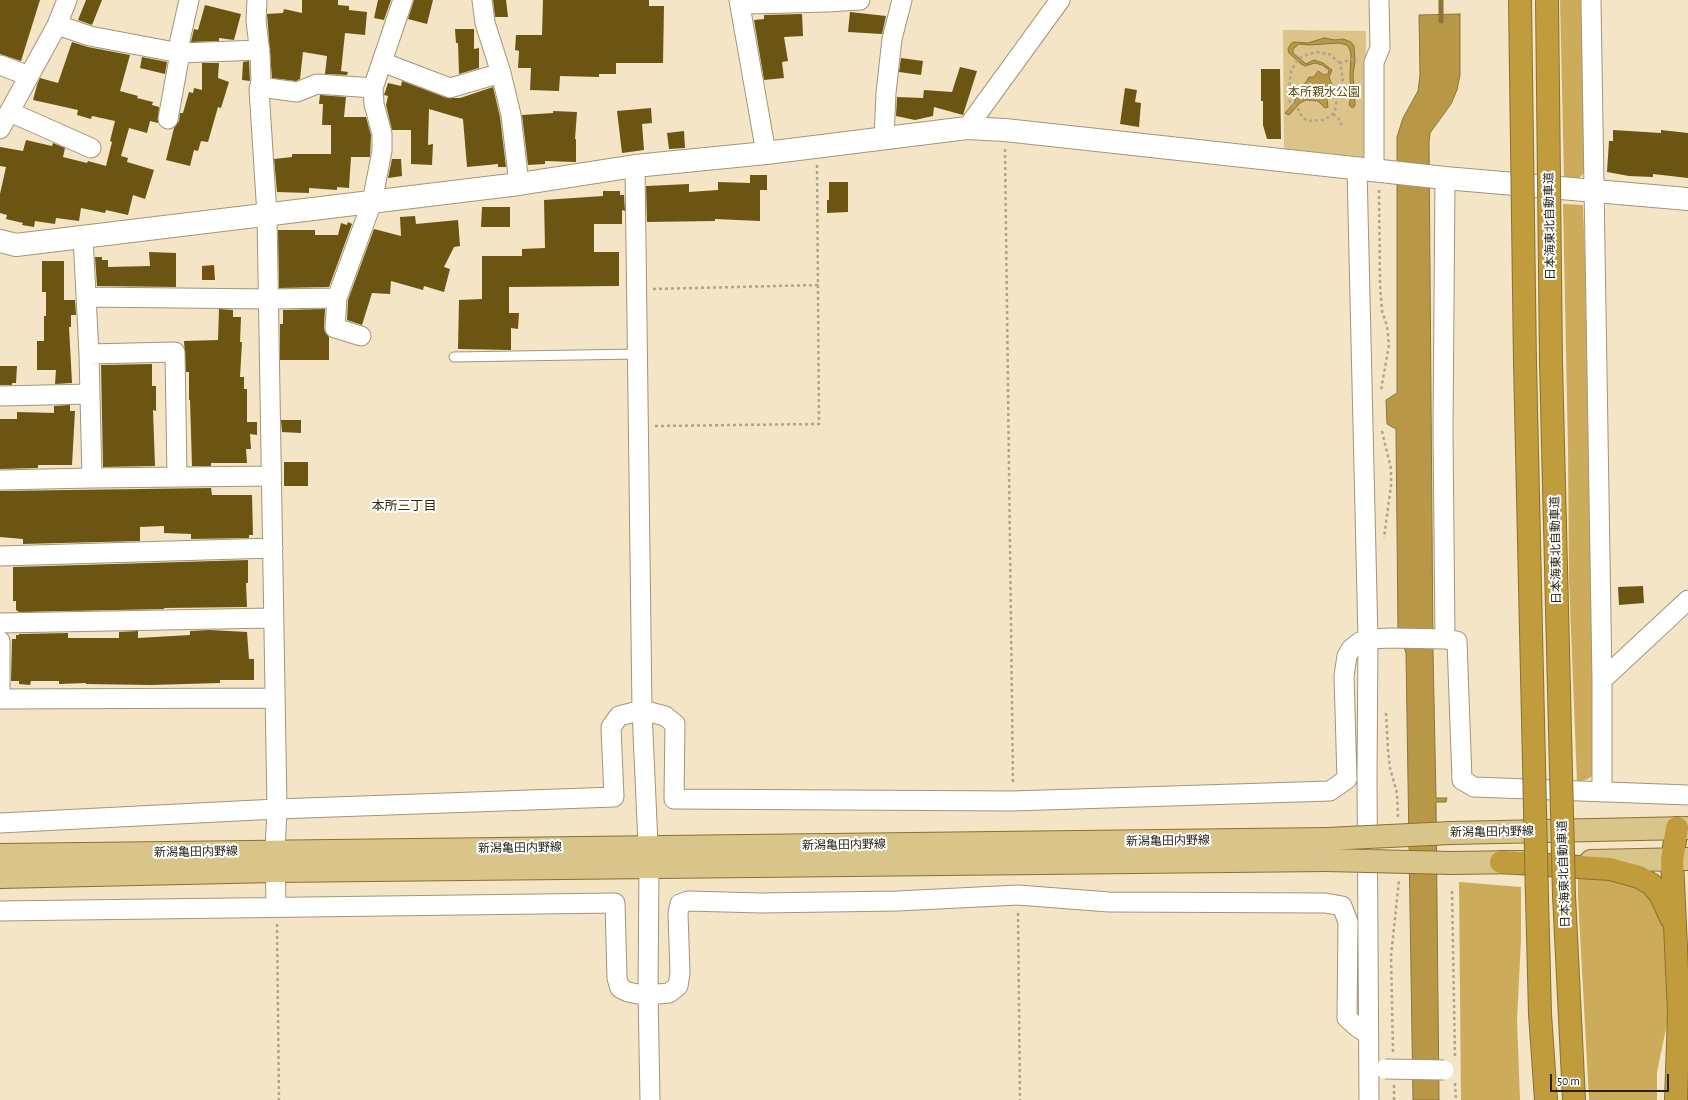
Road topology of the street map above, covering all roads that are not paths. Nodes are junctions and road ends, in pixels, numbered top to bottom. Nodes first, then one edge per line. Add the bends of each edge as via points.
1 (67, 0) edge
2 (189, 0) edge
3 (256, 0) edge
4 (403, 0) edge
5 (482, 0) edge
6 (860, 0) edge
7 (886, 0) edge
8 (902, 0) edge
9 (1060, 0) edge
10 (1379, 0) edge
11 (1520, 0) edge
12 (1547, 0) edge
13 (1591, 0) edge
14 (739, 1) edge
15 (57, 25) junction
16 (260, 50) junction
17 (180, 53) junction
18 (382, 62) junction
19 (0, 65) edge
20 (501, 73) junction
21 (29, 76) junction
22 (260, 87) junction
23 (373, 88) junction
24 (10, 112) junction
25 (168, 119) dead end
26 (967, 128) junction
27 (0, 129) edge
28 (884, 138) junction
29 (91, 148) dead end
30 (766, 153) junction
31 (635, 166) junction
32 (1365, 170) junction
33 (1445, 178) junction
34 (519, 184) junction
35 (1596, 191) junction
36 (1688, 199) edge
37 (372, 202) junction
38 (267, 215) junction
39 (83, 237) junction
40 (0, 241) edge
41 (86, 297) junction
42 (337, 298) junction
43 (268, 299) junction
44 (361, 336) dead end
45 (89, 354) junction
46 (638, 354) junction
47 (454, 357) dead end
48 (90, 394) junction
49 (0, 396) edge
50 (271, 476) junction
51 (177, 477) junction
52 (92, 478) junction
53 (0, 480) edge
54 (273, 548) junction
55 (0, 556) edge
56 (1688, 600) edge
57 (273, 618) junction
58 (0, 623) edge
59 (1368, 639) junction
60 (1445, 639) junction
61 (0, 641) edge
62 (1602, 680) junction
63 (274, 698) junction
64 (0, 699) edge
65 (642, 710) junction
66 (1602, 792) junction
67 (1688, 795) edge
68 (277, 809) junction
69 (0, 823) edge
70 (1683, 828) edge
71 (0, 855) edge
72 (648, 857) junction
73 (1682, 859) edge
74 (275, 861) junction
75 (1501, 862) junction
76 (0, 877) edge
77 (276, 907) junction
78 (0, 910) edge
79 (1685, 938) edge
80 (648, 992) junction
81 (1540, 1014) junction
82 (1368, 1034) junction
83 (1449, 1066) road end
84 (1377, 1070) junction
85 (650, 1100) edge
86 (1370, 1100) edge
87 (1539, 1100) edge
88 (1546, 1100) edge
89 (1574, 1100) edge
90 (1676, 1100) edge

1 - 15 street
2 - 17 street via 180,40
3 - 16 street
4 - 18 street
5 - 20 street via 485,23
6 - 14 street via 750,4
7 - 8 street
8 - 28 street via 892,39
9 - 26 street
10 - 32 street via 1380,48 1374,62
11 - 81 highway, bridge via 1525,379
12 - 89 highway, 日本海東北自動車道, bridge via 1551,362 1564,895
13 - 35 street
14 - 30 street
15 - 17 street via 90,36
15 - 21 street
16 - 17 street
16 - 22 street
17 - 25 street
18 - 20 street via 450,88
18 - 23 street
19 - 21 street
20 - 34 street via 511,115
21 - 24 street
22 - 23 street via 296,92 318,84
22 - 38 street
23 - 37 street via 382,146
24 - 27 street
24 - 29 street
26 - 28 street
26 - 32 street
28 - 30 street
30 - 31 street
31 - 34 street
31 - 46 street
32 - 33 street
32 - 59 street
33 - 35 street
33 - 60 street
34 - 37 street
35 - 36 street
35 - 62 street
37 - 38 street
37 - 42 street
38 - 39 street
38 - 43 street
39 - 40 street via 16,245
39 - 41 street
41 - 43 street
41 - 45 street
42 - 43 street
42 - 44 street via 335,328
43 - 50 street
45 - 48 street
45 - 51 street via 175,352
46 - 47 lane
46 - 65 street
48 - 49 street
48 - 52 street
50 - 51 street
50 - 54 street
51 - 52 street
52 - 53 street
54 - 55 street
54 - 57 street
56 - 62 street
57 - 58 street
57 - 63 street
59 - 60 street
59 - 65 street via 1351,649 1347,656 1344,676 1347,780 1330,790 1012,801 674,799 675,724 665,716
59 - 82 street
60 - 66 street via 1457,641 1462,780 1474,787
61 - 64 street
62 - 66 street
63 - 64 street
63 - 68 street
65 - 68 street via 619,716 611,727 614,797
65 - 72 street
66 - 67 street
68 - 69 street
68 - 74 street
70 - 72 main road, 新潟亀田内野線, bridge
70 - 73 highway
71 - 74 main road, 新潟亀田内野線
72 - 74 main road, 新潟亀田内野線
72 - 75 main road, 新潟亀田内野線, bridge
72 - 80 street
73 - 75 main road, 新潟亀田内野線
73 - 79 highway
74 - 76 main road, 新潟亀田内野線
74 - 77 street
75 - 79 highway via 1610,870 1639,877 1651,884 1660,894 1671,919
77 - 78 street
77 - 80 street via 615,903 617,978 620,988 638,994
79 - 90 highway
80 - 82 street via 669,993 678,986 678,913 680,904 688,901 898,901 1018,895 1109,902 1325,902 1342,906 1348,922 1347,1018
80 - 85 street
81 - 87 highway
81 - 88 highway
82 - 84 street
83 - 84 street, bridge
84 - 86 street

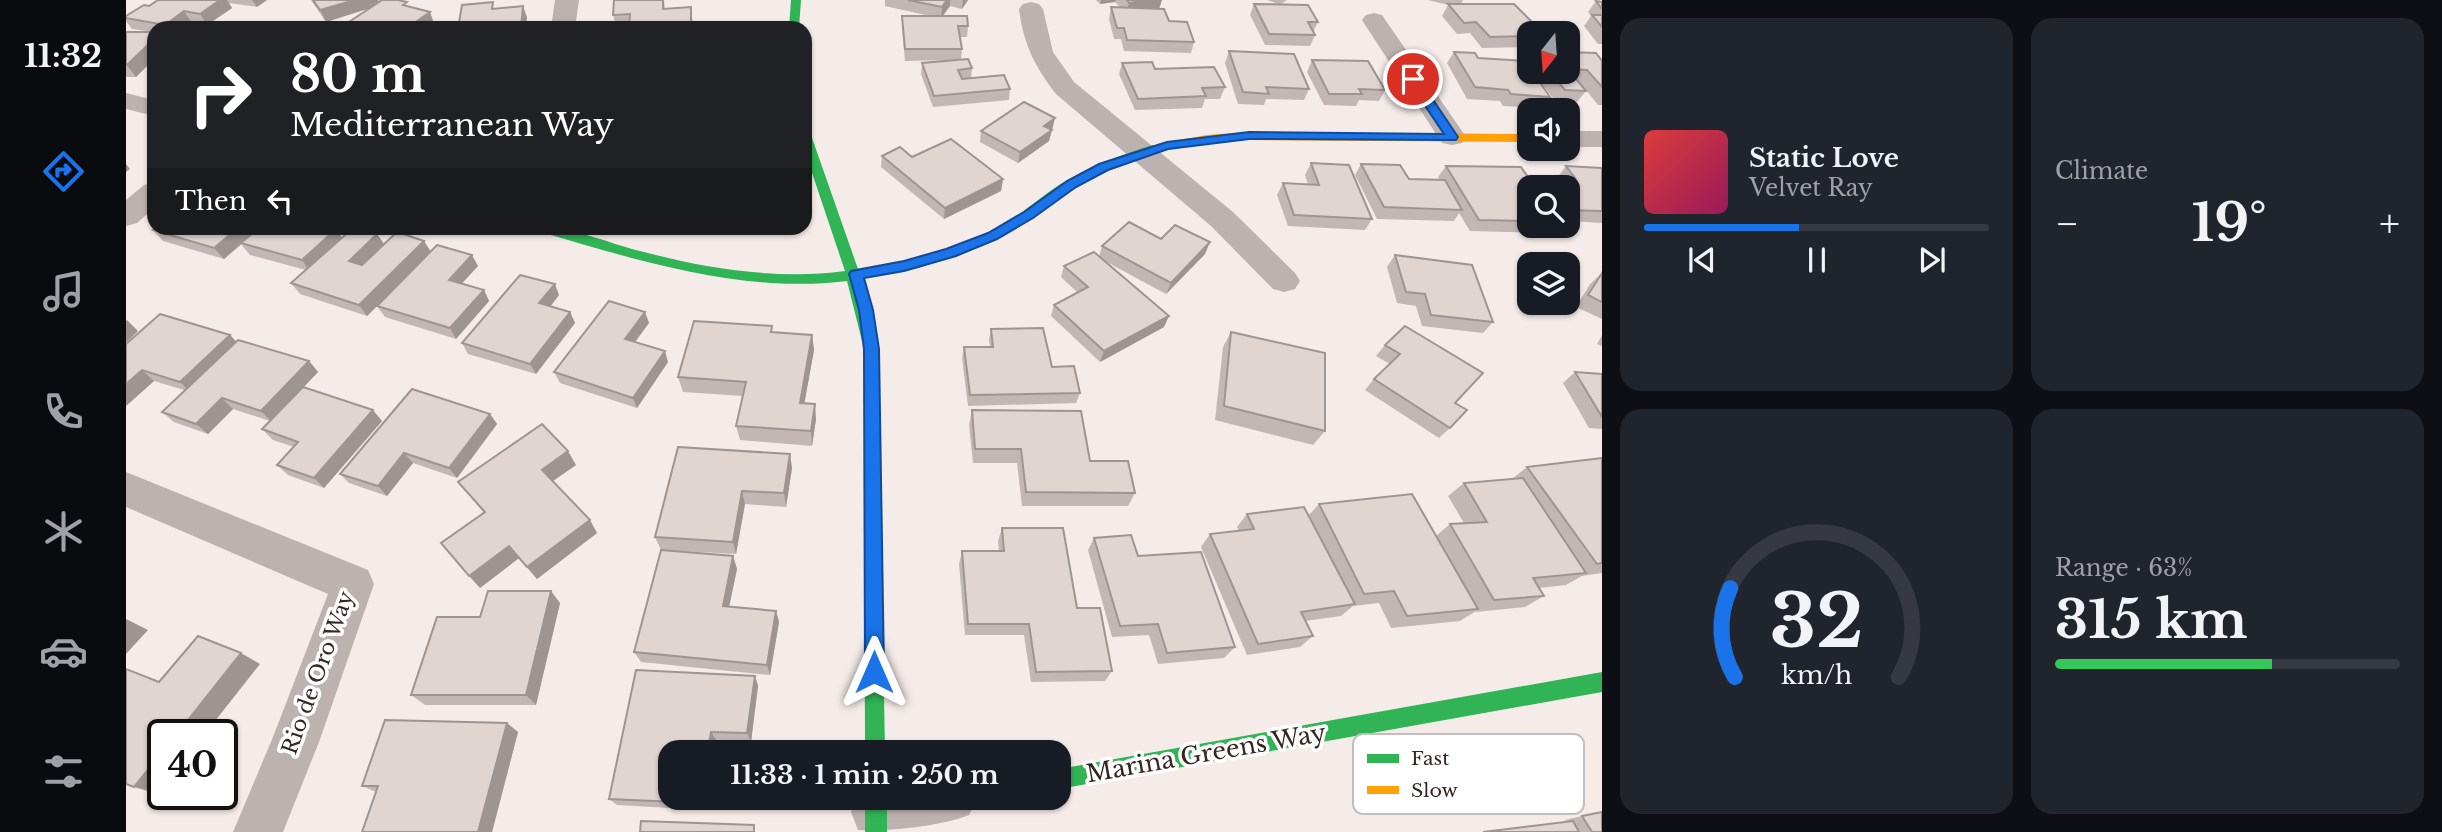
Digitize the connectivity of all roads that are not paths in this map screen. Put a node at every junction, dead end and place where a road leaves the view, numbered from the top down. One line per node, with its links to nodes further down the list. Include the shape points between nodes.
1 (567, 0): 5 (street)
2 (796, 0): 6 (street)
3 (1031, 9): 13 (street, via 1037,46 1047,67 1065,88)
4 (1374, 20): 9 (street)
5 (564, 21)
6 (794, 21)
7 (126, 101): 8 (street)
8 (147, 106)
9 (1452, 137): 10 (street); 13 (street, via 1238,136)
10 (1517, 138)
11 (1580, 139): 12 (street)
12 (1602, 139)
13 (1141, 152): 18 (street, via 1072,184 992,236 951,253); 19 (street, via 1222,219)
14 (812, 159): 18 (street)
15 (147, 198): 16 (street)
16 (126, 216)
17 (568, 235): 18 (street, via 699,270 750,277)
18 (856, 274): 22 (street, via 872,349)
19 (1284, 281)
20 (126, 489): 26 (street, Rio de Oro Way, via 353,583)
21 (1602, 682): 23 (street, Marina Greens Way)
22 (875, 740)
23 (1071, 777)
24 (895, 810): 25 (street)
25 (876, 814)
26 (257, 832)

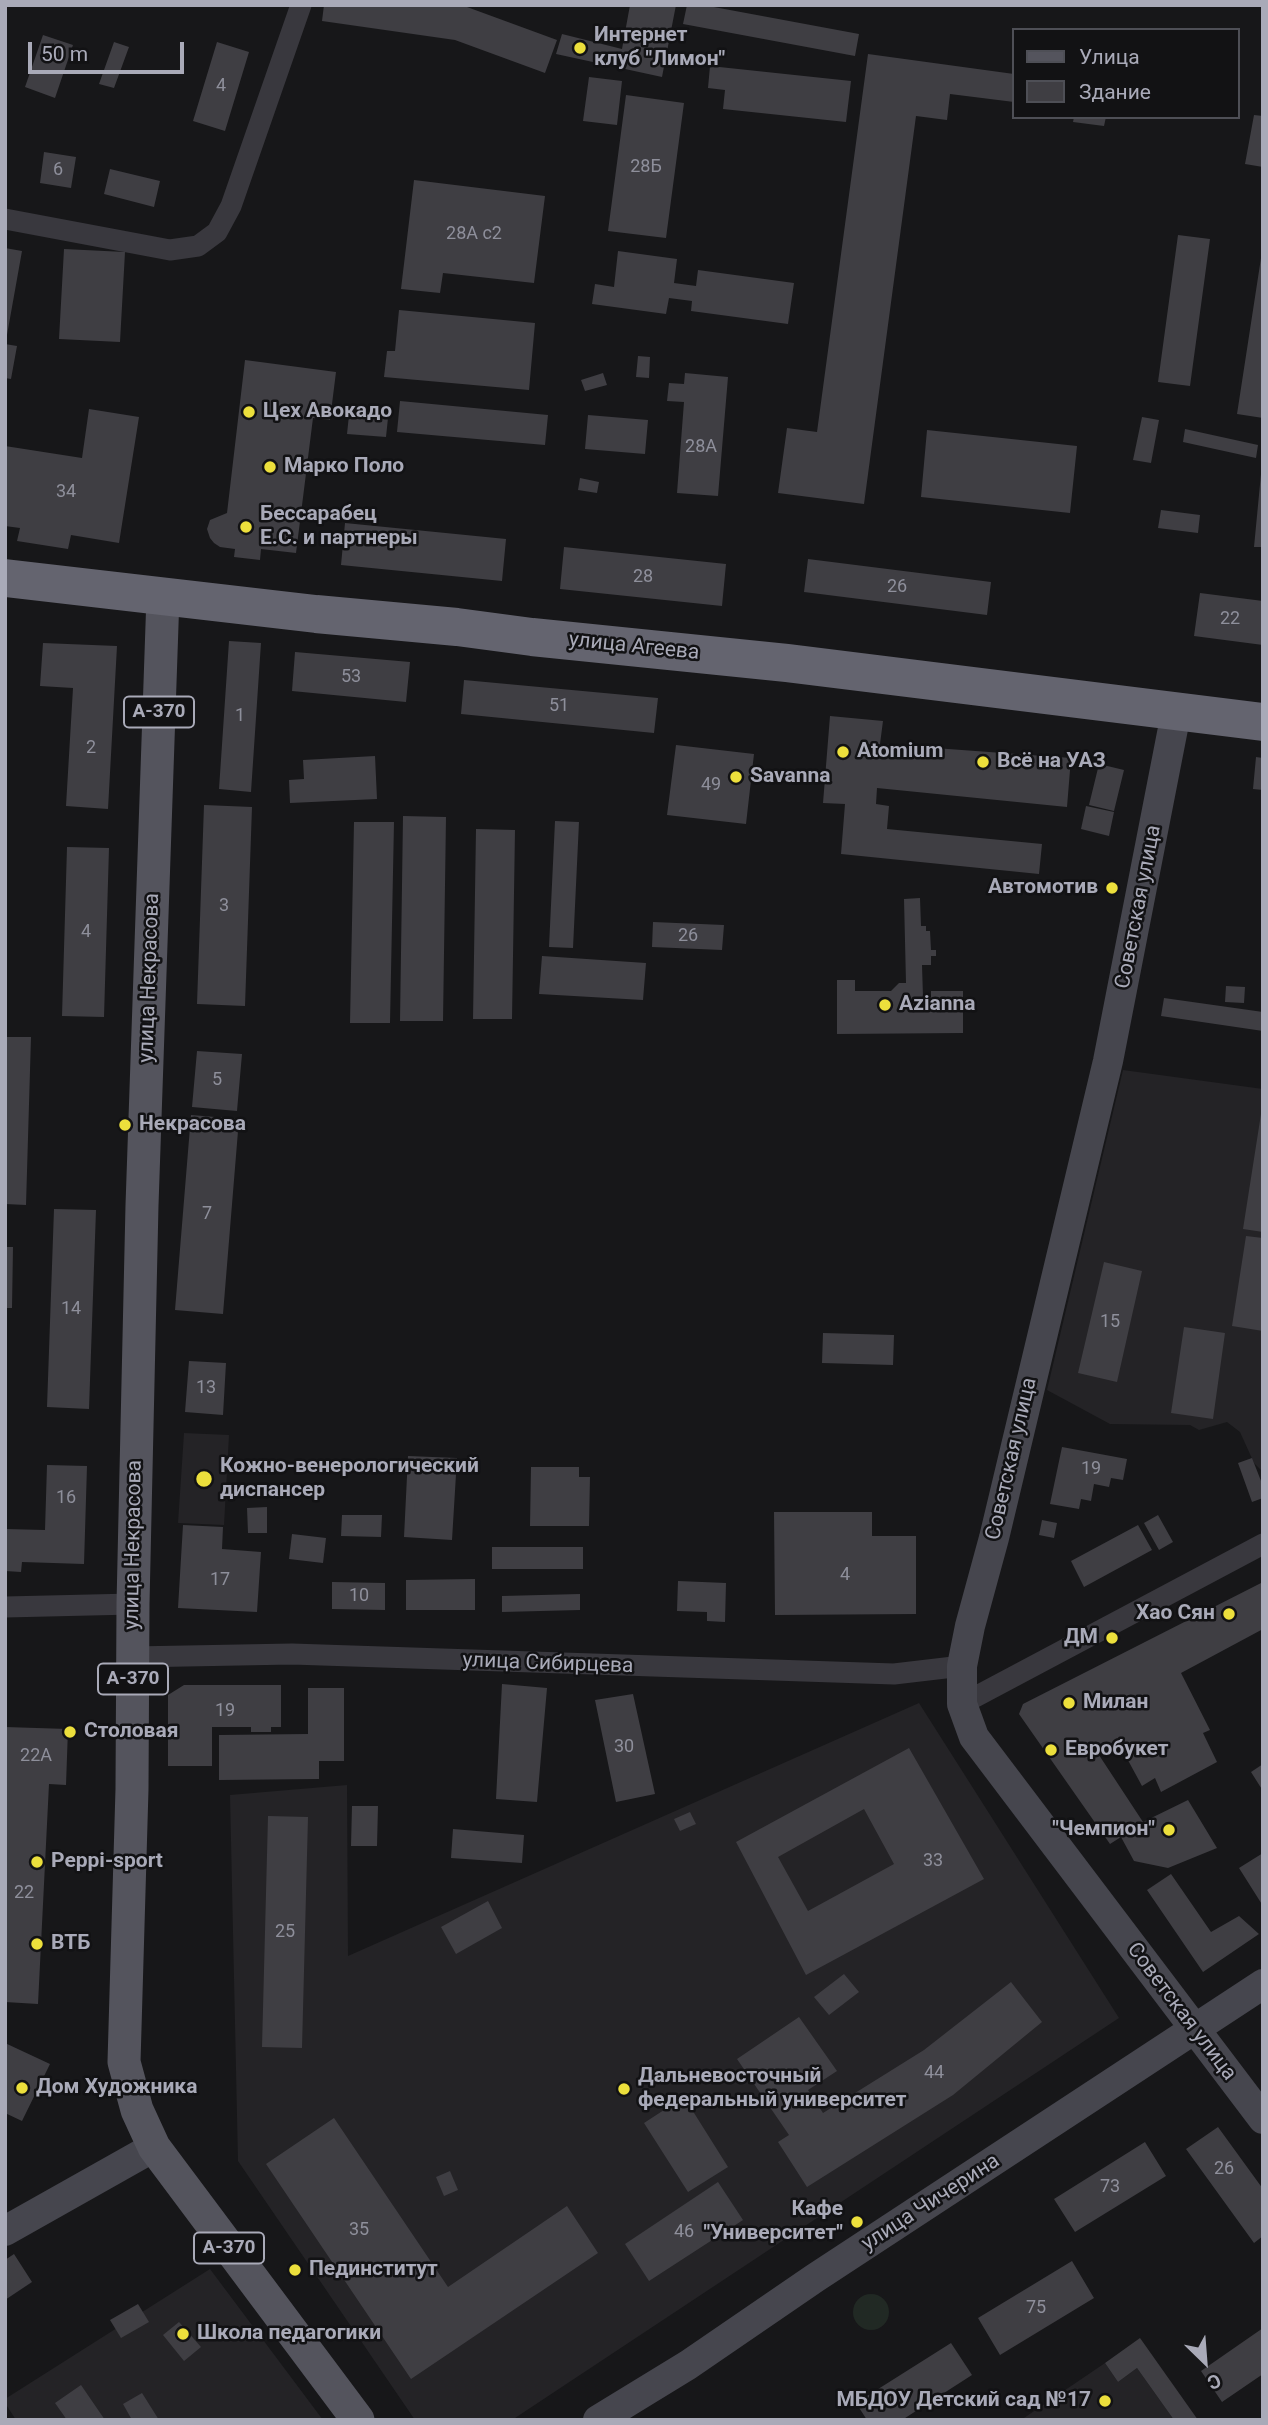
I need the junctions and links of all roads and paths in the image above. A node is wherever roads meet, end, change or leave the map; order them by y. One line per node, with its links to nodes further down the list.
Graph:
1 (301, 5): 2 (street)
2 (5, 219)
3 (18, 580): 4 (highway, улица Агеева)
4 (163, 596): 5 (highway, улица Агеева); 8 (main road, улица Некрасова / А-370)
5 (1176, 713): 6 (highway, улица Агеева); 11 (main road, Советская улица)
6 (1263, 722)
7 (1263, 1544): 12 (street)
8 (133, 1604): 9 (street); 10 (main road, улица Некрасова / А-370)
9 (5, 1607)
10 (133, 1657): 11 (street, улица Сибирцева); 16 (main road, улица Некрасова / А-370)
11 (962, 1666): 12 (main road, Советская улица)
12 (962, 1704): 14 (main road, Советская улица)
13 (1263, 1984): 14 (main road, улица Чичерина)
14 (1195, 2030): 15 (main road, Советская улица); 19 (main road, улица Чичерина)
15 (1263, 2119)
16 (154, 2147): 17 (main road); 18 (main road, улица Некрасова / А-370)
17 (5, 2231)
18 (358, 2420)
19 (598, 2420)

_Activity_. Select and copy every line from the records that includes the word "list".

_Written response_.
Digitize the connectivity of all roads that are not paths in this map screen. Put a node at every junction, dead end and place where a road leaves the view, numbered from the top down. One line per node, with its links to nodes further down the list. Include the shape points between nodes.
I need the junctions and links of all roads and paths in the image above. A node is wherever roads meet, end, change or leave the map; order them by y. One line per node, with its links to nodes further down the list.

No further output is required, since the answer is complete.